Aku tinggal di sebuah daerah yang berjarak ratusan ribu tombak dari ibukota. Mungkin jarak yang cukup jauh maka kakek sering mengulang, bahwa ayahku tidak menghabiskan sepuluh jari untuk waktu yang diberikan padaku. Namun aku sering melihat ibu bepergian untuk mengunjungi beliau di pusat pemerintahan. Dua bulan atau tiga bulan sekali perjalanan panjang itu ditempuhnya demi pengabdian, katanya begitu. Ya, ibu pernah berkata, “Adalah kewajiban ibu untuk memperhatikan keadaan ayahmu meskipun beliau jarang mendatangi kita di Matesih.”
“Itu bukan keadilan yang dapat diberikan oleh seorang ratu, Ibu,” aku membalas ucapan ibu ketika keberanian telah menguasaiku. Selama ini, selama aku masih berada di bawah pengajaran Mpu Pali, aku tidak mempunyai kekuatan hati untuk bertanya pada ibu. Namun pada awal hari ketiga pada pekan kedua ketika usiaku menapak angka kembar, aku memberanikan diri untuk bertanya.
“Sudahlah,” jawab ibu pada saat itu, “engkau akan menempati salah satu ruang di istana ayahmu. Lalu engkau akan lebih banyak lagi belajar tentang pengabdian dan pengorbanan.”
Aku tidak ingin membantah ibu, apalagi menentang kata-kata beliau. Yang aku tahu hingga usiaku menempati dua angka adalah mandi bersama dengan banyak perempuan di badan sungai yang mengalir di utara watak. Seluruh penduduk Matesih percaya anugerah dari Yang Tidak Terbantah dilimpahkan setiap kali bulan bersinar penuh pada bulan ketujuh setiap tahun genap.
Sungai akan terbagi menjadi dua bagian. Para lelaki terpisah selemparan anak panah dari tempat perempuan bertelanjang dada. Sejumlah punggawa watak dan wanua menjaga ketat batas-batas yang telah ditetapkan oleh kakekku. Sepuluh tahun terakhir tidak ada orang yang dihukum karena melintasi batas. Kakek mempunyai perangkat keamanan untuk menegakkan tatanan nilai yang diajarkannya pada penduduk wanua Matesih.

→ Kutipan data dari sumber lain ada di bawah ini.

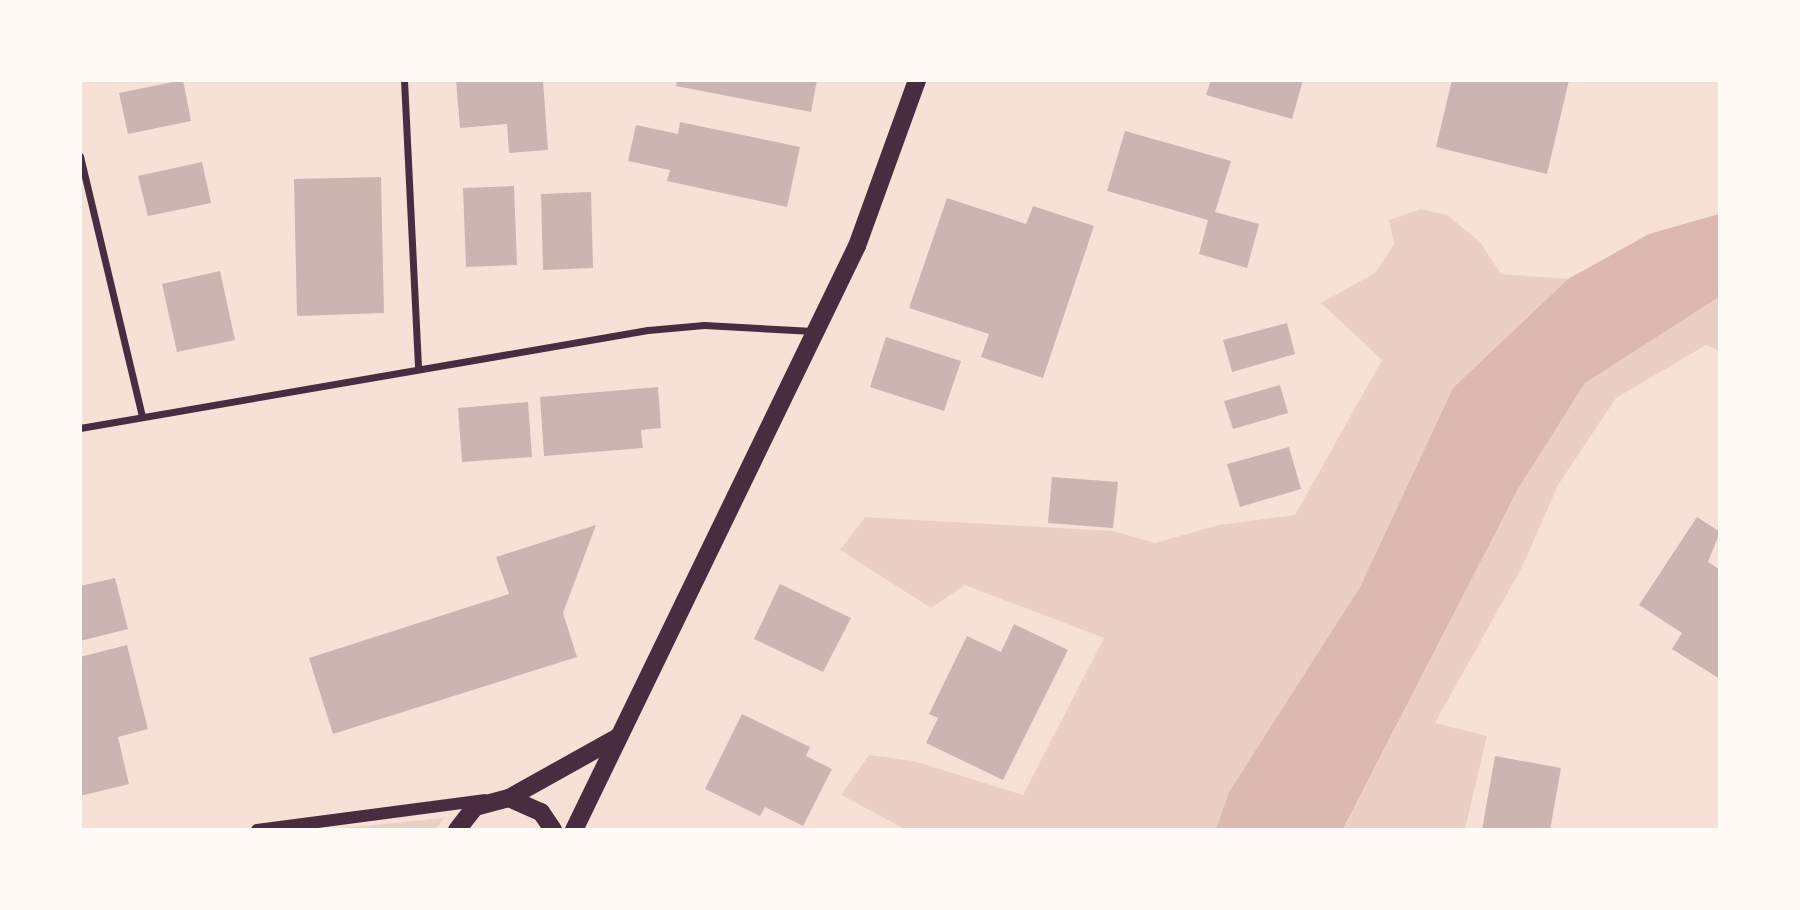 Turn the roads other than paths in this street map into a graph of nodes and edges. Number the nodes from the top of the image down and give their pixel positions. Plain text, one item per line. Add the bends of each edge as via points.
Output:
1 (404, 80) edge
2 (917, 80) edge
3 (80, 156) edge
4 (819, 331) junction
5 (418, 368) junction
6 (142, 418) junction
7 (80, 428) edge
8 (618, 737) junction
9 (500, 799) junction
10 (257, 830) edge
11 (457, 830) edge
12 (554, 830) edge
13 (574, 830) edge

1 - 5 street
2 - 4 main road via 858,247
3 - 6 street
4 - 5 street via 704,325 648,330
4 - 8 main road
5 - 6 street
6 - 7 street
8 - 9 main road
8 - 13 main road
9 - 10 street
9 - 11 main road
9 - 12 main road via 541,812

Ketika usiaku menginjak dua tahun, Mpu Pali berkisah bahwa seorang lelaki harus menerima hukuman dengan tubuh diseret kuda di sepanjang jalan watak yang menjadi tempat tinggalnya. Mpu Pali mengatakan terhukum tidak akan dibiarkan mati kehabisan darah. Ia dibiarkan hidup agar dapat memberi kesaksian. “Lelaki itu masih hidup dan sering terlihat berada di sekitar sawah, sebelah selatan bukit kecil,” ucap Mpu Pali. Ia mengulang pesan yang sama dengan kalimat yang berbeda pada setiap perayaan bulan penuh di tahun genap.